Across the entries that follow, work out the number of lines containing the string "Beco", and state it alone.

[Records drawn from a dataset]
-----
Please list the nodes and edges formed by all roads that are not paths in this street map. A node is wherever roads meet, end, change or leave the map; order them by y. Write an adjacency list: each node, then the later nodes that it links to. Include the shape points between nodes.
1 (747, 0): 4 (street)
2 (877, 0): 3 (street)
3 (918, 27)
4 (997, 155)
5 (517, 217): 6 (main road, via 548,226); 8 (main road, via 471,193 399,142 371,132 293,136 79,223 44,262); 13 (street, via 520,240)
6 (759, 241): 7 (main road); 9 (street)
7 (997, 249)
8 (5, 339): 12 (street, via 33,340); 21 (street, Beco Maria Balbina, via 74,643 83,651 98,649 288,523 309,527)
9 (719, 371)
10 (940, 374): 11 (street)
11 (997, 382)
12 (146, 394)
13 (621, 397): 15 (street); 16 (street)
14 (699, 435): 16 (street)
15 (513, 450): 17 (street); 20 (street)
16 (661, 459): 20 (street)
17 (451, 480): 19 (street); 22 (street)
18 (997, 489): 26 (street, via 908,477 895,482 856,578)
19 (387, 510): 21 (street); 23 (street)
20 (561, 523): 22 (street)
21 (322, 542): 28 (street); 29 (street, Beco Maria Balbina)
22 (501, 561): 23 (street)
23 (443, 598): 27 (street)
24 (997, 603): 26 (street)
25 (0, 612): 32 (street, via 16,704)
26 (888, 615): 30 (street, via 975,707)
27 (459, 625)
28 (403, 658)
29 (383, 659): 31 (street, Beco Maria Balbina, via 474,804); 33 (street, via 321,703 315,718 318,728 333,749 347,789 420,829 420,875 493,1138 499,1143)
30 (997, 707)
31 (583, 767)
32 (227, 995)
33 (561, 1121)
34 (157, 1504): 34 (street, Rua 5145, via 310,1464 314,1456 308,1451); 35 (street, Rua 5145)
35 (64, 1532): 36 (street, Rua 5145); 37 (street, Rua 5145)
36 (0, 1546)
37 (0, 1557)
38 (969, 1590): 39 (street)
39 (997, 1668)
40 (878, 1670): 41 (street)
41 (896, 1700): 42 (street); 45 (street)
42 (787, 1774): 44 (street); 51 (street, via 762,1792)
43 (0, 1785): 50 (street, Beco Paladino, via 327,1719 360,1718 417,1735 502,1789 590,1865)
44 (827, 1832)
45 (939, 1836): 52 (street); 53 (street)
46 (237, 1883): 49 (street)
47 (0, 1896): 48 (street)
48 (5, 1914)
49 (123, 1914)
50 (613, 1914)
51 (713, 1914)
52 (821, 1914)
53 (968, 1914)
-----
● Solution to this exercise: 4